Featuring SableProvidence on the Dizi, check out their other work! ➤ https://linktr.ee/SableProvidence
Feel free to check out the landing page with links to the recording, sheet music and more!
If you are one of my Patrons, you can now find the MIDI, XML and SIB files I created for this arrangement now available to download from Patreon!
First heard in the village of Xian & Lama Temple in the original Golden Sun, how does Sakuraba convey the orient through music?
The first answer is, of course, pentatonicism (strictly adhering to only 5 notes) which is a common characteristic of East Asian music. Here, these 5 notes are E-G-A-B-D (E minor pentatonic), and are the only notes used in the entire track.

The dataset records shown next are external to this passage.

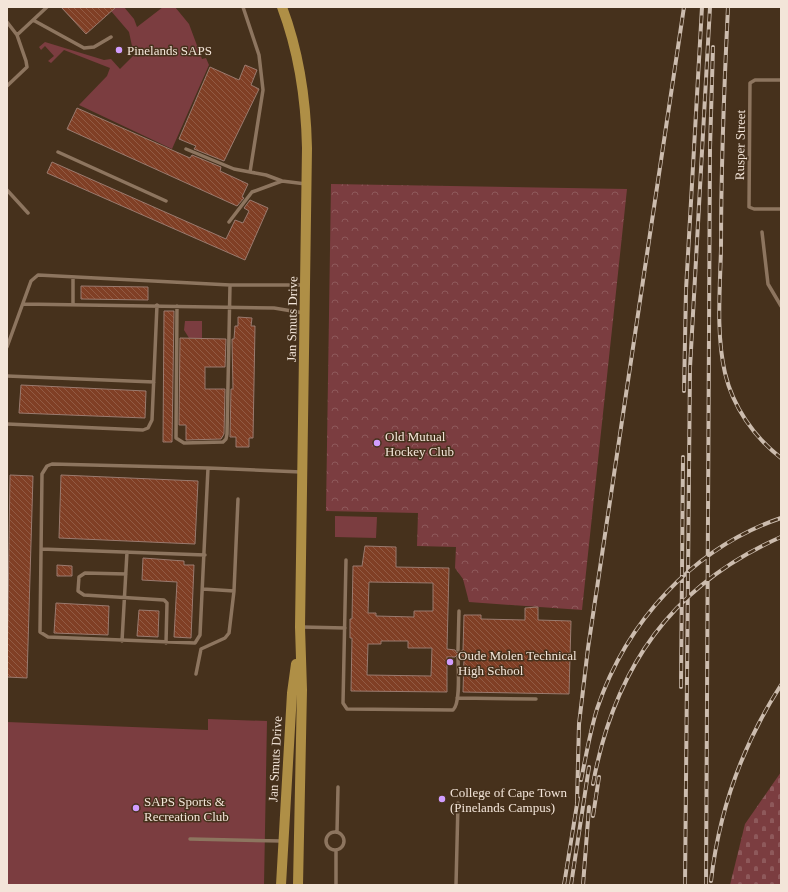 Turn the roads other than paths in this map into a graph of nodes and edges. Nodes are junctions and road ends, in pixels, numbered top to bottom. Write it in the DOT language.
graph roads {
  1 [pos="47,7"];
  2 [pos="243,7"];
  3 [pos="282,7"];
  4 [pos="33,20"];
  5 [pos="7,22"];
  6 [pos="17,35"];
  7 [pos="111,37"];
  8 [pos="781,80"];
  9 [pos="7,86"];
  10 [pos="186,149"];
  11 [pos="58,152"];
  12 [pos="250,172"];
  13 [pos="282,181"];
  14 [pos="307,184"];
  15 [pos="7,190"];
  16 [pos="166,201"];
  17 [pos="781,209"];
  18 [pos="28,213"];
  19 [pos="229,222"];
  20 [pos="762,232"];
  21 [pos="74,277"];
  22 [pos="230,285"];
  23 [pos="305,285"];
  24 [pos="23,304"];
  25 [pos="73,304"];
  26 [pos="157,305"];
  27 [pos="177,306"];
  28 [pos="781,306"];
  29 [pos="230,308"];
  30 [pos="305,313"];
  31 [pos="7,347"];
  32 [pos="7,376"];
  33 [pos="154,382"];
  34 [pos="7,424"];
  35 [pos="208,468"];
  36 [pos="302,472"];
  37 [pos="238,499"];
  38 [pos="41,549"];
  39 [pos="127,552"];
  40 [pos="205,555"];
  41 [pos="346,560"];
  42 [pos="126,574"];
  43 [pos="203,590"];
  44 [pos="234,591"];
  45 [pos="124,597"];
  46 [pos="459,611"];
  47 [pos="345,628"];
  48 [pos="300,631"];
  49 [pos="122,641"];
  50 [pos="166,643"];
  51 [pos="458,650"];
  52 [pos="458,657"];
  53 [pos="196,674"];
  54 [pos="457,698"];
  55 [pos="536,699"];
  56 [pos="338,787"];
  57 [pos="458,803"];
  58 [pos="337,832"];
  59 [pos="190,839"];
  60 [pos="283,841"];
  61 [pos="336,851"];
  62 [pos="281,885"];
  63 [pos="298,885"];
  64 [pos="336,885"];
  65 [pos="456,885"];
  1 -- 4 [label="lane"];
  2 -- 12 [label="lane"];
  3 -- 14 [label="main road, Jan Smuts Drive"];
  4 -- 6 [label="lane"];
  4 -- 7 [label="lane"];
  5 -- 6 [label="lane"];
  6 -- 9 [label="lane"];
  8 -- 17 [label="lane, Rusper Street"];
  10 -- 12 [label="lane"];
  11 -- 16 [label="lane"];
  12 -- 13 [label="lane"];
  13 -- 14 [label="lane"];
  13 -- 19 [label="lane"];
  14 -- 23 [label="main road, Jan Smuts Drive"];
  15 -- 18 [label="lane"];
  20 -- 28 [label="lane"];
  21 -- 22 [label="lane"];
  21 -- 24 [label="lane"];
  21 -- 25 [label="lane"];
  22 -- 23 [label="lane"];
  22 -- 29 [label="lane"];
  23 -- 30 [label="main road, Jan Smuts Drive"];
  24 -- 25 [label="lane"];
  24 -- 31 [label="lane"];
  25 -- 26 [label="lane"];
  26 -- 27 [label="lane"];
  26 -- 33 [label="lane"];
  27 -- 29 [label="lane"];
  27 -- 29 [label="lane"];
  29 -- 30 [label="lane"];
  30 -- 36 [label="main road, Jan Smuts Drive"];
  32 -- 33 [label="lane"];
  33 -- 34 [label="lane"];
  35 -- 36 [label="lane"];
  35 -- 38 [label="lane"];
  35 -- 40 [label="lane"];
  36 -- 48 [label="main road, Jan Smuts Drive"];
  37 -- 44 [label="lane"];
  38 -- 39 [label="lane"];
  38 -- 49 [label="lane"];
  39 -- 40 [label="lane"];
  39 -- 42 [label="lane"];
  40 -- 43 [label="lane"];
  41 -- 47 [label="lane"];
  42 -- 45 [label="lane"];
  42 -- 45 [label="lane"];
  43 -- 44 [label="lane"];
  43 -- 50 [label="lane"];
  44 -- 53 [label="lane"];
  45 -- 49 [label="lane"];
  45 -- 50 [label="lane"];
  46 -- 51 [label="lane"];
  47 -- 48 [label="lane"];
  47 -- 54 [label="lane"];
  48 -- 60 [label="main road, Jan Smuts Drive"];
  48 -- 63 [label="main road, Jan Smuts Drive"];
  49 -- 50 [label="lane"];
  52 -- 54 [label="lane"];
  54 -- 55 [label="lane"];
  56 -- 58 [label="lane"];
  57 -- 65 [label="lane"];
  58 -- 61 [label="lane"];
  58 -- 61 [label="lane"];
  59 -- 60 [label="lane"];
  60 -- 62 [label="main road, Jan Smuts Drive"];
  61 -- 64 [label="lane"];
}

Another characteristic, largely one as a result of pentatonicism, is that of parallel 4ths & 5ths (i.e. material that moves together at the interval of ether a perfect 4th or 5th). The opening has an example of this, looking at the strings moving largely a perfect 4th apart (with the 3rd appearing on occasion to adhere to pentatonicism). This intervallic parallelism persists throughout the entire track.
A further element Sakuraba could draw on would be the use of authentic oriental instruments. In his original, Sakuraba displays the heavy use of drums, strings & choir, with oboe and marimba melodies - an unfortunate lack of authentic instruments due to the hardware limitations of the time. But here, I have remedied this by incorporating Dizi (a membraned-flute), Suona (a reed), Sheng (a mouth organ), Pipa (a lute) & Guzheng (a zither) - traditional Chinese instruments that significantly enhance the oriental sound.
For the first statement of the melody (0:04), it is presented in the strings, pipa and guzheng. As it repeats (0:24), we now have additional dizi, sheng & string glissandi.
Moving into the 2nd section (0:42), the suona & violins deliver a new melody, soaring atop alternating bare 5ths chords in the choir & guzheng. This progresses to a faster mallet section (1:00), introducing marimba & guzheng on the melody with more bare 5ths accompaniment. This faster material continues through to the loop.
To close, I wrote a short ending (2:33) using the opening earlier material, now solely for the oriental instruments as a pleasant finisher to this East Asian track.